# Gamma function formula

For $s\in\mathbb C,~\Re(s)>1$, then we have \begin{eqnarray} \frac1{\Gamma(s)}\int^{+\infty}_0T^{s-1}\left(\frac{\cosh(T)}{\sinh(T)}-1\right)dT&=&2^{1-2}\zeta(s).\\ \frac1{\Gamma(s)}\int^{+\infty}_0T^{s-1}\left(\frac{\cosh(T)}{\sinh(T)}-1\right)dT &=&\frac1{\Gamma(s)}\int^1_0T^{s-1}\left(\frac{\cosh(T)}{\sinh(T)}-\frac1T\right)dT\\ &&+\frac1{\Gamma(s)}\int^{+\infty}_1T^{s-1}\left(\frac{\cosh(T)}{\sinh(T)}-1\right)dT\\ &&-\frac1{\Gamma(s+1)}+\frac1{\Gamma(s)(s-1)}. \end{eqnarray}

Q: From the above two formulas, how to get the following $$\int^1_0\left(\frac{\cosh(T)}{\sinh(T)}-\frac1T\right)\frac{dT}T+\int^{+\infty}_1\left(\frac{\cosh(T)}{\sinh(T)}-1\right)\frac{dT}T+\Gamma'(1)-1=-2\log(2)\zeta(0)+2\zeta'(0)$$

• I imagine this can be done by expanding a geometric series, integrating term by term, and simplifying with the zeta function.
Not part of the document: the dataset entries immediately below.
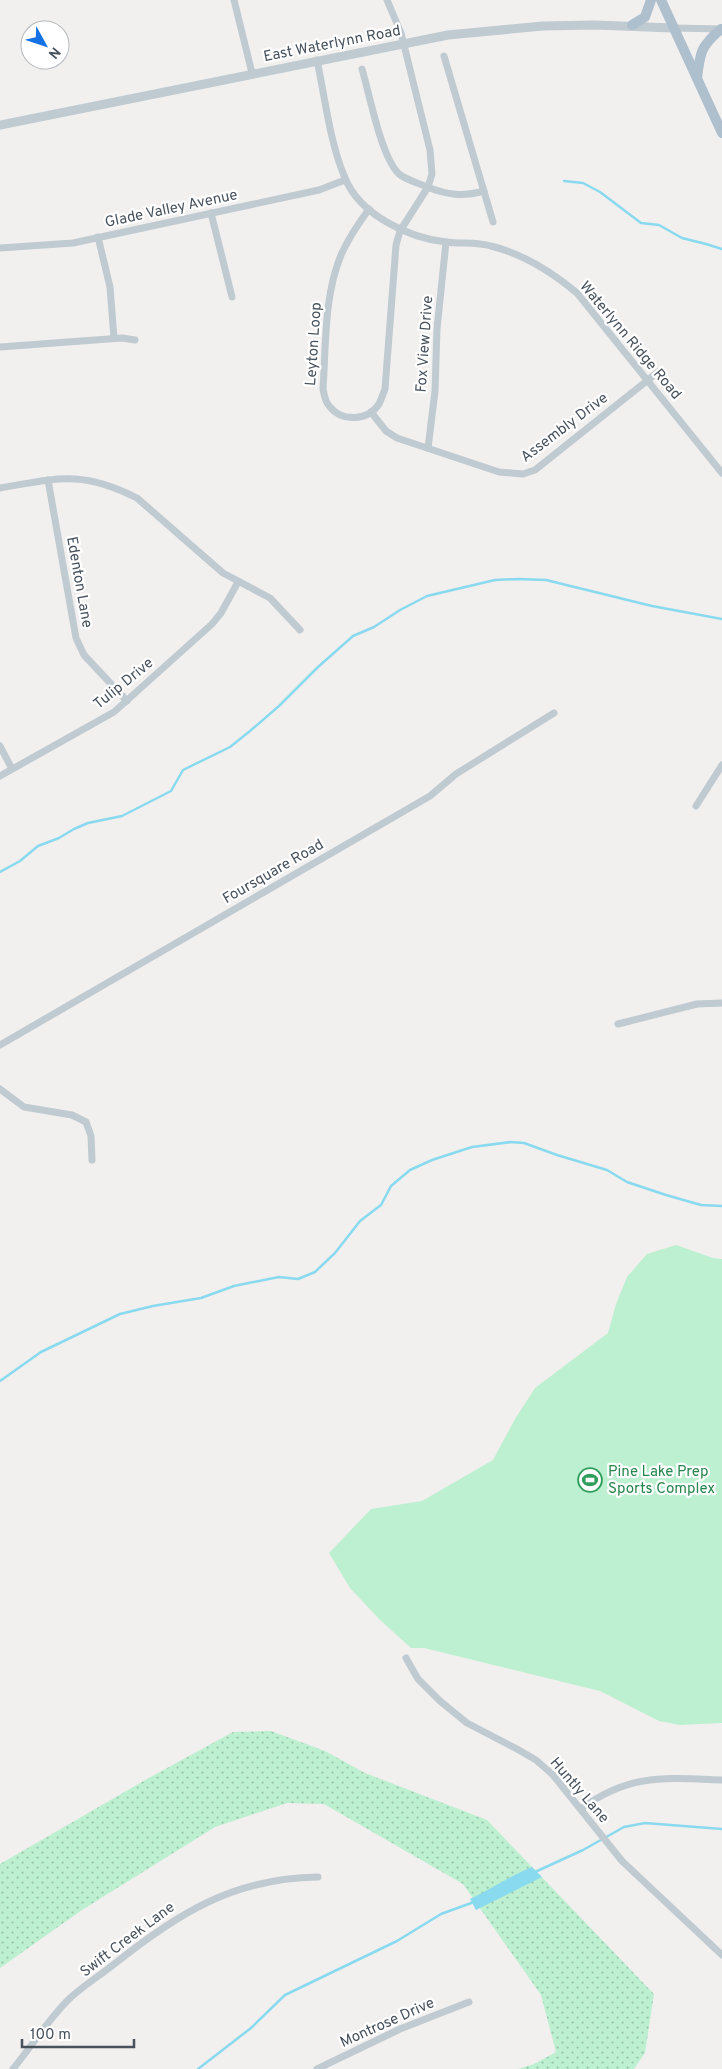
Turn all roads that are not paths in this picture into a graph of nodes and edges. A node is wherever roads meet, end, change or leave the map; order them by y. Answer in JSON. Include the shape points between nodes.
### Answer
{"nodes":[{"id":1,"x":234,"y":0,"type":"edge"},
{"id":2,"x":387,"y":0,"type":"edge"},
{"id":3,"x":651,"y":0,"type":"edge"},
{"id":4,"x":661,"y":0,"type":"edge"},
{"id":5,"x":632,"y":26,"type":"junction"},
{"id":6,"x":673,"y":28,"type":"junction"},
{"id":7,"x":721,"y":29,"type":"edge"},
{"id":8,"x":402,"y":43,"type":"junction"},
{"id":9,"x":444,"y":56,"type":"dead end"},
{"id":10,"x":317,"y":60,"type":"junction"},
{"id":11,"x":362,"y":69,"type":"dead end"},
{"id":12,"x":252,"y":73,"type":"junction"},
{"id":13,"x":697,"y":79,"type":"junction"},
{"id":14,"x":0,"y":125,"type":"edge"},
{"id":15,"x":722,"y":133,"type":"edge"},
{"id":16,"x":345,"y":180,"type":"junction"},
{"id":17,"x":428,"y":187,"type":"junction"},
{"id":18,"x":484,"y":191,"type":"junction"},
{"id":19,"x":368,"y":209,"type":"junction"},
{"id":20,"x":211,"y":213,"type":"junction"},
{"id":21,"x":493,"y":222,"type":"dead end"},
{"id":22,"x":400,"y":231,"type":"junction"},
{"id":23,"x":98,"y":238,"type":"junction"},
{"id":24,"x":446,"y":242,"type":"junction"},
{"id":25,"x":0,"y":248,"type":"edge"},
{"id":26,"x":232,"y":297,"type":"dead end"},
{"id":27,"x":114,"y":338,"type":"junction"},
{"id":28,"x":135,"y":340,"type":"dead end"},
{"id":29,"x":0,"y":347,"type":"edge"},
{"id":30,"x":658,"y":372,"type":"dead end"},
{"id":31,"x":648,"y":380,"type":"junction"},
{"id":32,"x":371,"y":412,"type":"junction"},
{"id":33,"x":428,"y":448,"type":"junction"},
{"id":34,"x":722,"y":473,"type":"edge"},
{"id":35,"x":48,"y":480,"type":"junction"},
{"id":36,"x":0,"y":488,"type":"edge"},
{"id":37,"x":238,"y":582,"type":"junction"},
{"id":38,"x":300,"y":630,"type":"dead end"},
{"id":39,"x":127,"y":701,"type":"junction"},
{"id":40,"x":554,"y":713,"type":"dead end"},
{"id":41,"x":0,"y":746,"type":"edge"},
{"id":42,"x":722,"y":765,"type":"edge"},
{"id":43,"x":12,"y":769,"type":"junction"},
{"id":44,"x":0,"y":776,"type":"edge"},
{"id":45,"x":696,"y":806,"type":"dead end"},
{"id":46,"x":722,"y":1003,"type":"edge"},
{"id":47,"x":618,"y":1024,"type":"dead end"},
{"id":48,"x":0,"y":1045,"type":"edge"},
{"id":49,"x":0,"y":1089,"type":"edge"},
{"id":50,"x":92,"y":1160,"type":"dead end"},
{"id":51,"x":406,"y":1658,"type":"dead end"},
{"id":52,"x":722,"y":1780,"type":"edge"},
{"id":53,"x":581,"y":1809,"type":"junction"},
{"id":54,"x":318,"y":1877,"type":"dead end"},
{"id":55,"x":721,"y":1952,"type":"edge"},
{"id":56,"x":469,"y":2002,"type":"dead end"},
{"id":57,"x":13,"y":2069,"type":"edge"},
{"id":58,"x":317,"y":2069,"type":"edge"}],
"edges":[{"from":1,"to":12,"type":"street"},
{"from":2,"to":8,"type":"street","via":[[397,20]]},
{"from":3,"to":5,"type":"main road","via":[[645,17]]},
{"from":4,"to":6,"type":"main road"},
{"from":5,"to":6,"type":"street","name":"East Waterlynn Road"},
{"from":5,"to":8,"type":"street","name":"East Waterlynn Road","via":[[511,28]]},
{"from":6,"to":7,"type":"street"},
{"from":6,"to":13,"type":"main road"},
{"from":7,"to":13,"type":"main road","via":[[702,49]]},
{"from":8,"to":10,"type":"street","name":"East Waterlynn Road"},
{"from":8,"to":17,"type":"street","via":[[430,150],[432,174]]},
{"from":9,"to":18,"type":"street"},
{"from":10,"to":12,"type":"street","name":"East Waterlynn Road"},
{"from":10,"to":16,"type":"street","name":"Waterlynn Ridge Road"},
{"from":11,"to":17,"type":"street","via":[[391,165],[401,176]]},
{"from":12,"to":14,"type":"street","name":"East Waterlynn Road"},
{"from":13,"to":15,"type":"main road"},
{"from":16,"to":19,"type":"street","name":"Waterlynn Ridge Road"},
{"from":16,"to":20,"type":"street","name":"Glade Valley Avenue","via":[[319,190]]},
{"from":17,"to":18,"type":"street","via":[[455,196]]},
{"from":17,"to":22,"type":"street"},
{"from":18,"to":21,"type":"street"},
{"from":19,"to":22,"type":"street","name":"Waterlynn Ridge Road"},
{"from":19,"to":32,"type":"street","name":"Leyton Loop","via":[[341,256],[334,279],[322,389],[325,400],[341,416],[351,418]]},
{"from":20,"to":23,"type":"street","name":"Glade Valley Avenue"},
{"from":20,"to":26,"type":"street"},
{"from":22,"to":24,"type":"street","name":"Waterlynn Ridge Road"},
{"from":22,"to":32,"type":"street","via":[[396,245],[384,389],[379,404]]},
{"from":23,"to":25,"type":"street","name":"Glade Valley Avenue"},
{"from":23,"to":27,"type":"street","via":[[110,287]]},
{"from":24,"to":31,"type":"street","name":"Waterlynn Ridge Road","via":[[490,245],[514,253],[556,276],[577,293]]},
{"from":24,"to":33,"type":"street","name":"Fox View Drive"},
{"from":27,"to":28,"type":"street"},
{"from":27,"to":29,"type":"street"},
{"from":30,"to":31,"type":"street","name":"Assembly Drive"},
{"from":31,"to":33,"type":"street","name":"Assembly Drive","via":[[534,470],[523,474],[499,472]]},
{"from":31,"to":34,"type":"street","name":"Waterlynn Ridge Road"},
{"from":32,"to":33,"type":"street","name":"Assembly Drive","via":[[386,431],[397,438]]},
{"from":35,"to":36,"type":"street"},
{"from":35,"to":37,"type":"street","via":[[90,480],[137,498],[223,573]]},
{"from":35,"to":39,"type":"street","name":"Edenton Lane","via":[[76,638],[84,655]]},
{"from":37,"to":38,"type":"street","via":[[270,598]]},
{"from":37,"to":39,"type":"street","name":"Tulip Drive","via":[[212,624]]},
{"from":39,"to":43,"type":"street","name":"Tulip Drive","via":[[114,712]]},
{"from":40,"to":48,"type":"street","name":"Foursquare Road","via":[[456,774],[430,796]]},
{"from":41,"to":43,"type":"street"},
{"from":42,"to":45,"type":"street"},
{"from":43,"to":44,"type":"street","name":"Tulip Drive"},
{"from":46,"to":47,"type":"street","via":[[697,1004]]},
{"from":49,"to":50,"type":"street","via":[[24,1107],[72,1115],[86,1122],[91,1136]]},
{"from":51,"to":53,"type":"street","name":"Huntly Lane","via":[[418,1679],[440,1701],[467,1723],[536,1760]]},
{"from":52,"to":53,"type":"street","via":[[642,1780],[620,1786]]},
{"from":53,"to":55,"type":"street","name":"Huntly Lane","via":[[622,1861]]},
{"from":54,"to":57,"type":"street","name":"Swift Creek Lane","via":[[296,1877],[250,1886],[211,1900],[173,1920],[68,2001]]},
{"from":56,"to":58,"type":"street","name":"Montrose Drive","via":[[400,2029]]}]}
Just a quick sketch of an idea. – Simply Beautiful Art Feb 28 '17 at 12:31

For $Re(s) > 1$ : $\frac{\cosh(x)}{\sinh(x)}-1 = \frac{2e^{-2x} }{1-e^{-2x}} = 2\sum_{n=1}^\infty e^{-2nx}$ so $$\int_0^\infty (\frac{\cosh(x)}{\sinh(x)}-1) x^{s-1} dx = 2 \sum_{n=1}^\infty \int_0^\infty e^{-2nx}x^{s-1}dx$$ $$= 2^{1-s} \sum_{n=1}^\infty n^{-s} \int_0^\infty e^{-x}x^{s-1}dx =2^{1-s} \zeta(s) \Gamma(s)$$ and $$\int_0^\infty (\frac{\cosh(x)}{\sinh(x)}-1_{x > 1}-\frac{1_{x < 1}}{x}) x^{s-1} dx =2^{1-s} \zeta(s) \Gamma(s)+\int_0^1 (1-\frac{1}{x}) x^{s-1}dx$$ $$= 2^{1-s} \zeta(s) \Gamma(s)+ \frac{1}{s}-\frac{1}{s-1}$$ converges for $Re(s) > -1$. Thus, with $F(s) = 2^{1-s} \zeta(s) \Gamma(s+1), F(0) = -1$ : $$\int_0^\infty (\frac{\cosh(x)}{\sinh(x)}-1_{x > 1}-\frac{1_{x < 1}}{x}) \frac{ dx }{x} = \lim_{s \to 0}\int_0^\infty (\frac{\cosh(x)}{\sinh(x)}-1_{x > 1}-\frac{1_{x < 1}}{x}) x^{s-1} dx$$ $$= \lim_{s \to 0}2^{1-s} \zeta(s) \Gamma(s)+ \frac{1}{s}-\frac{1}{s-1} = -1+\lim_{s \to 0}\frac{1}{s}(2^{1-s} \zeta(s) \Gamma(s+1)+ 1)$$ $$= -1+ F'(0) = -1+ \log 2 + 2\zeta'(0)- \Gamma'(1)$$